Review”The inheritance of a mansion in Bristol sparks Stephen Benatar’s rediscovered classic Wish Her Safe at Home, in which a cheerfully unbalanced young striver finds her energetic attempts to hug the finer things in life (and seduce the vicar) thwarted.” –Vogue
“This is a most primary and surprising novel, and one difficult to forget: it stays in the mind.” –Dorris Lessing
“I genuinely loved this book…such a marvelous work…” –Emma Thompson
“A masterpiece…matchlessly clever…wholly original.” –John Carey
“The story is simple, the significations are complex. Rachel is one of the outstanding English female characters. . . . She is Scarlett O’Hara, Blanche DuBois, Snow White and Miss Havisham all rolled into one.” —S.J. Newman, The Times Literary Supplement
“A genuinely noteworthy novel, distinguishable and of a world all it is own, the best work I’ve read for a long time. . . . I took it slowly, so some pages a day. I’m never one to spoil enjoyment when into something so extraordinary.” —Alan Sillitoe
“Benatar brilliantly imagines himself into a tragically compassionate mind for which wild imagination is the only, and proper, antidote to despair.” —The Guardian
“A neglected masterpiece…Brilliant…” –Joan Bakewell, The Times (London)
“This horrifying exploration of madness at least deserves to be called a cult classic.” –The Independent
“A outstandingly odd and chilling story.” –The Observer (London)
“There is something with regards to Rachel Waring—something which is instantaneously evident when you read the book—that makes the reader care deeply for her…Wish her Safe at Home is spooky, odd and brilliant.” –Camden New Journal
“The atmosphere of encroaching cobwebs, decreasing funds and withering reality is well done…a nice grey sense of eccentricity shading into madness.” –The Guardian (London)
“Rachel’s affect on the world is only glimpsed in snatches, but they’re sufficient to suggest that her self-view is woefully at odds with society at large. It’s a brilliantly clever technique, with an affect in particular unsettling for those who choose to live alone.” –The Observer (London)
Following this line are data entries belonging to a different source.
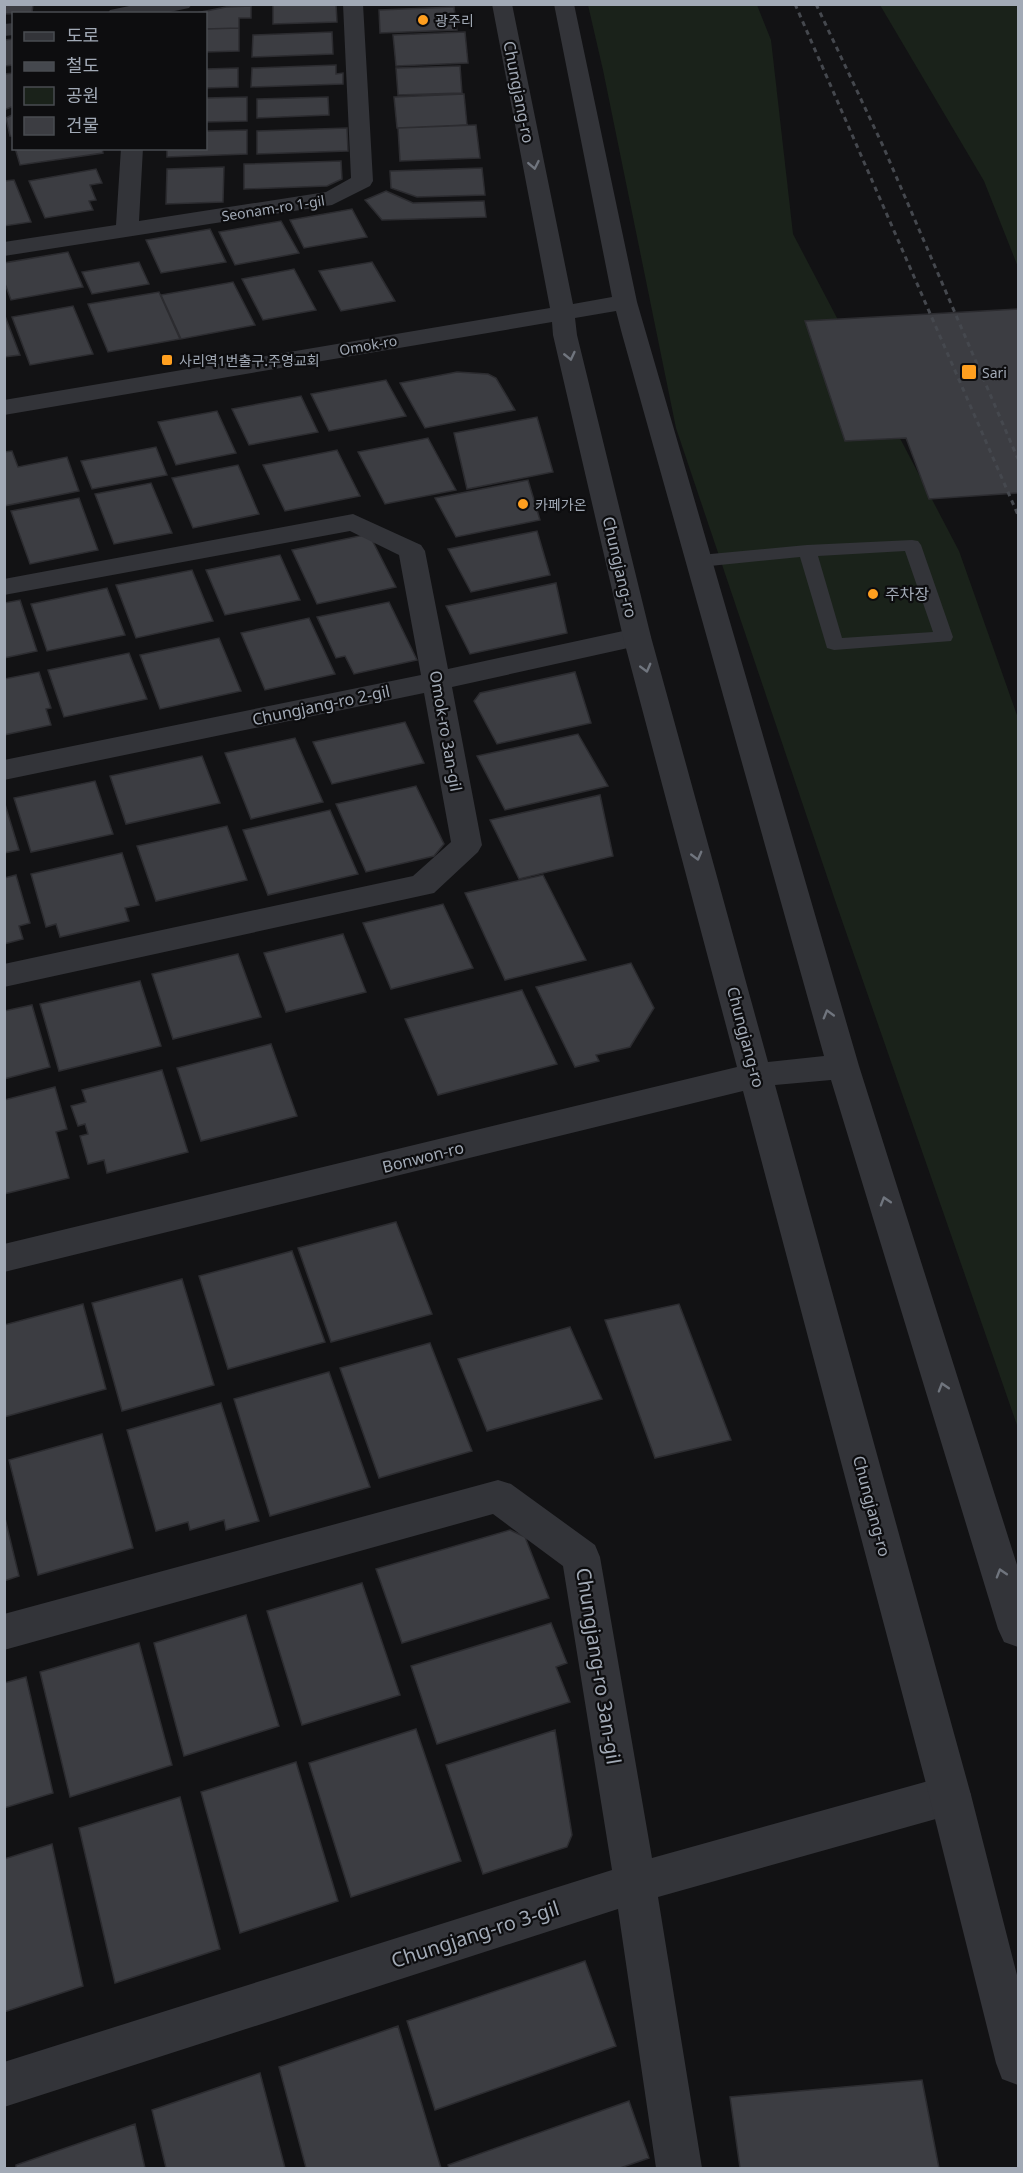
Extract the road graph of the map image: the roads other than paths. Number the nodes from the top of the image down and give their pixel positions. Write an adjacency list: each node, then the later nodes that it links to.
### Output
1 (182, 4): 5 (street)
2 (352, 4): 7 (street, Seonam-ro 1-gil)
3 (502, 4): 10 (street, Chungjang-ro, one-way to 10)
4 (564, 4): 9 (street)
5 (140, 9)
6 (132, 150): 7 (street)
7 (127, 231): 8 (street, Seonam-ro 1-gil)
8 (4, 249)
9 (625, 302): 10 (street, Omok-ro); 13 (street)
10 (563, 311): 11 (street, Omok-ro); 15 (street, Chungjang-ro, one-way to 15)
11 (4, 408)
12 (807, 551): 12 (lane); 13 (lane)
13 (700, 561): 19 (street, one-way to 13)
14 (4, 587): 16 (street, Omok-ro 3an-gil)
15 (637, 637): 16 (street, Chungjang-ro 2-gil); 20 (street, Chungjang-ro, one-way to 20)
16 (437, 681): 17 (street, Chungjang-ro 2-gil); 18 (street, Omok-ro 3an-gil)
17 (4, 770)
18 (4, 976)
19 (843, 1066): 20 (street, Bonwon-ro); 22 (street, one-way to 19)
20 (757, 1075): 21 (street, Bonwon-ro); 24 (street, Chungjang-ro)
21 (4, 1258)
22 (1016, 1615)
23 (4, 1632): 25 (street, Chungjang-ro 3an-gil)
24 (950, 1795): 25 (street, Chungjang-ro 3-gil); 26 (street, Chungjang-ro)
25 (635, 1883): 27 (street, Chungjang-ro 3-gil); 28 (street, Chungjang-ro 3an-gil)
26 (1018, 2063)
27 (4, 2085)
28 (679, 2169)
“This is one of those satisfying stories that is told in the initial person by one who does not comprehend the import of what she’s revealing–very much like Molly Keane’s ‘Good Behavior,’ in fact. Rachel goes exclusively mad, but in a way that perfectly reveals a grim world of predatory aim and callousness all around her. It is a black comedy, exuberantly grotesque, but sad and poignant as well.” –Katherine A. Powers, Boston Globe
About the AuthorStephen Benatar was born in London in 1937. He has taught English at the University of Bordeaux, lived in Southern California, been a schoolteacher, an umbrella salesman, a hotel porter, and an employee of the Forestry Commission. He started out writing as a child, but did not publish his original book, The Man on the Bridge, until he was forty-four. Subsequent works include Wish Her Safe at Home, When I Was Otherwise, Recovery, Letters for a Spy, and Two on a Tiger and Stars, a book for young readers. Benatar has four grown children and presently lives in West Hampstead, London, with his partner, John.
John Carey is Arts Emeritus Merton Professor of English at Oxford University. He has appeared as a host and commentator on a great deal of television and radio programs in England and is the former chief book reviewer for The Sunday Times. Among his books are The Intellectuals and the Masses, What Good Are the Arts?, Pure Pleasure: A Guide to the Twenieth Century’s Most Enjoyable Books, and a biography of William Golding. He has chaired the Booker Prize committee twice and in 2005 was the chair of the original global Booker Prize committee.